Impact of acute coronary syndrome classification and procedural technique on clinical outcomes in patients with coronary bifurcation lesions treated with drug-eluting stents Full Text
Clinical Cardiology, 06/29/2012
Song PS et al. – Compared with stable angina patients, the non–ST–segment elevation acute coronary syndrome (NSTE–ACS) patients who underwent bifurcation percutaneous coronary intervention had an increased risk of major adverse cardiac events (MACE) during the 2–year follow–up.Methods
- Authros enrolled 1668 patients, using data from a multicenter real–world bifurcation registry.
- The primary objective was to compare the 2–year cumulative risk of MACE in patients with NSTE–ACS to those with stable angina.
- Major adverse cardiac events were defined as the composite endpoint of cardiac death, myocardial infarction (MI), and target–lesion revascularization.
- Non–ST–segment elevation acute coronary syndrome was seen in 969 (58.1%) patients and stable angina in 699.
- Major adverse cardiac events occurred in 7.3% of NSTE–ACS patients and in 5.2% with stable angina (P = 0.042).
- However, cardiac death, MI, and target–lesion revascularization were similar between the 2 groups.
- Authors stratified patients with NSTE–ACS into those with non–ST–segment elevation MI and those with unstable angina.
- Cumulative risks of 2–year MACEs were 7.0% in non–ST–segment elevation MI patients and 7.5% in unstable angina patients (P = 0.87).

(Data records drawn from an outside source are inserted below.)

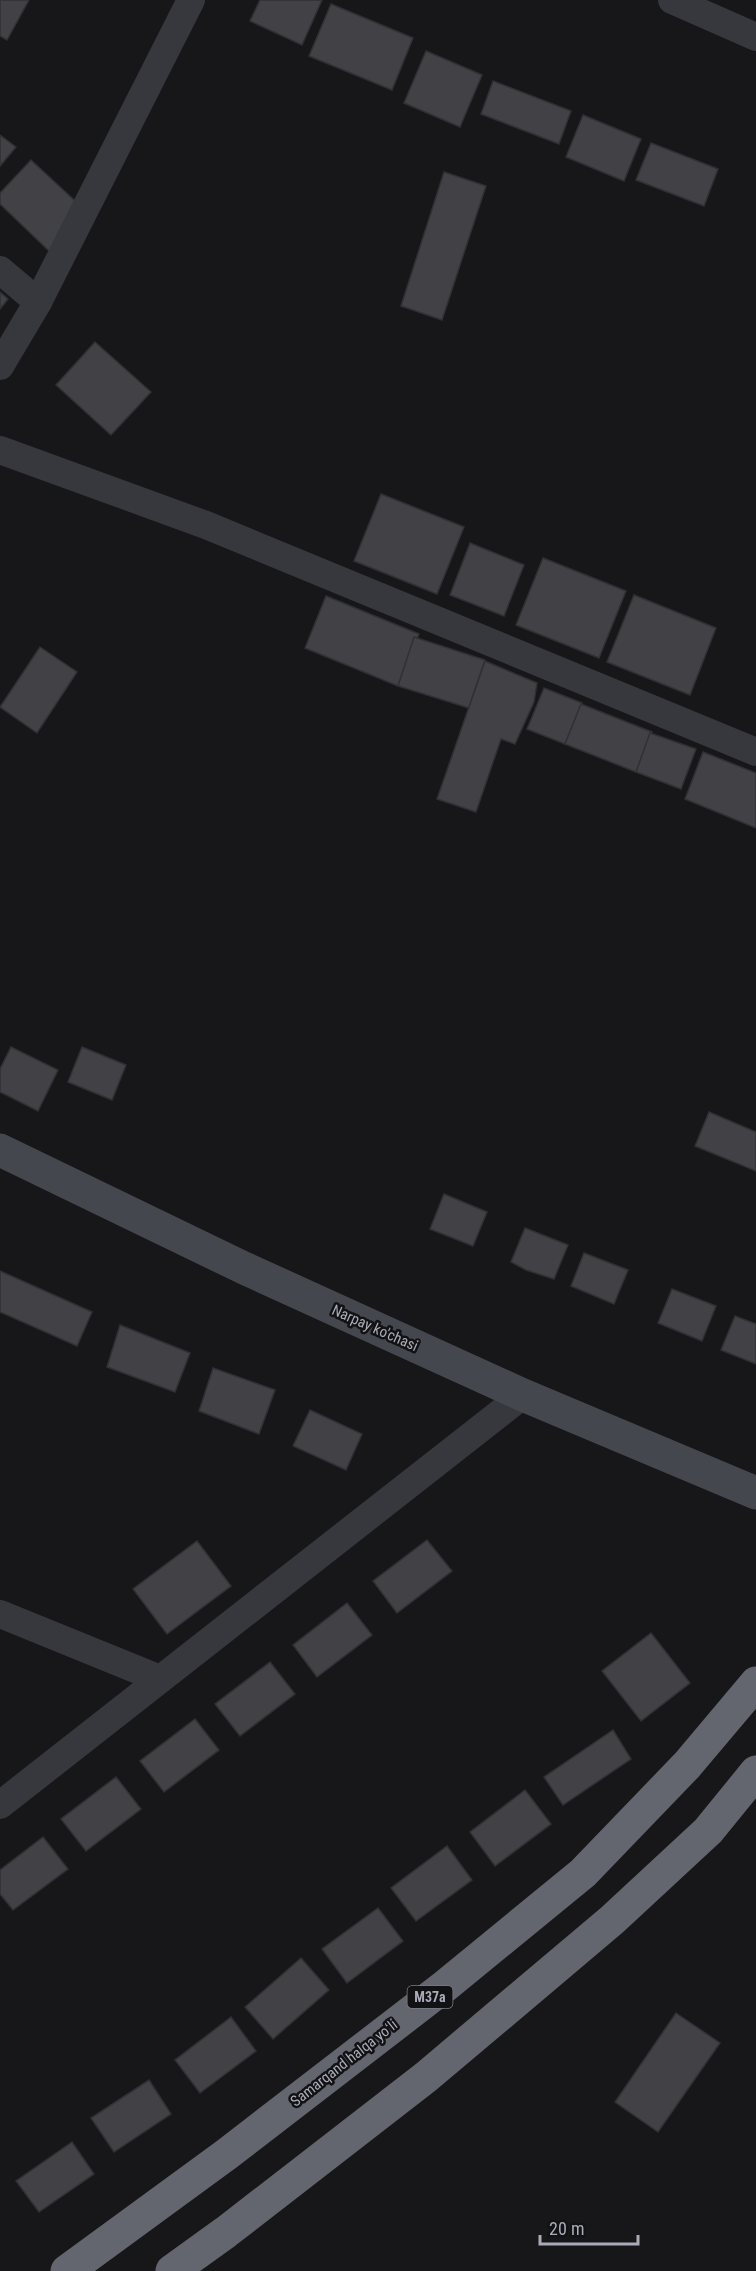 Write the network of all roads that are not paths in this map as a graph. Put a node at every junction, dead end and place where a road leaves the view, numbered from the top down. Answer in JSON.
{"nodes":[{"id":1,"x":191,"y":0,"type":"edge"},
{"id":2,"x":672,"y":0,"type":"edge"},
{"id":3,"x":756,"y":37,"type":"edge"},
{"id":4,"x":0,"y":270,"type":"edge"},
{"id":5,"x":38,"y":302,"type":"junction"},
{"id":6,"x":0,"y":366,"type":"edge"},
{"id":7,"x":0,"y":450,"type":"edge"},
{"id":8,"x":756,"y":752,"type":"edge"},
{"id":9,"x":0,"y":1150,"type":"edge"},
{"id":10,"x":523,"y":1395,"type":"junction"},
{"id":11,"x":756,"y":1493,"type":"edge"},
{"id":12,"x":0,"y":1614,"type":"edge"},
{"id":13,"x":160,"y":1679,"type":"junction"},
{"id":14,"x":756,"y":1683,"type":"edge"},
{"id":15,"x":756,"y":1772,"type":"edge"},
{"id":16,"x":0,"y":1805,"type":"edge"},
{"id":17,"x":67,"y":2271,"type":"edge"},
{"id":18,"x":172,"y":2271,"type":"edge"}],
"edges":[{"from":1,"to":5,"type":"street"},
{"from":2,"to":3,"type":"street"},
{"from":4,"to":5,"type":"street"},
{"from":5,"to":6,"type":"street"},
{"from":7,"to":8,"type":"street"},
{"from":9,"to":10,"type":"street","name":"Narpay ko'chasi"},
{"from":10,"to":11,"type":"street","name":"Narpay ko'chasi"},
{"from":10,"to":13,"type":"street"},
{"from":12,"to":13,"type":"street"},
{"from":13,"to":16,"type":"street"},
{"from":14,"to":17,"type":"highway","name":"Samarqand halqa yoʻli","number":"M37a"},
{"from":15,"to":18,"type":"highway"}]}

- In the NSTE–ACS cohort, the baseline lesion length in the side branch (adjusted hazard ratio [HR]: 1.04, 95% confidence interval [CI]: 1.01–1.07, P = 0.022), paclitaxel–eluting stents in the main vessel (adjusted HR: 2.02, 95% CI: 1.21–3.40, P = 0.008), and final kissing ballooning (adjusted HR: 1.88, 95% CI: 1.10–3.21, P = 0.021) were independent predictors of MACE.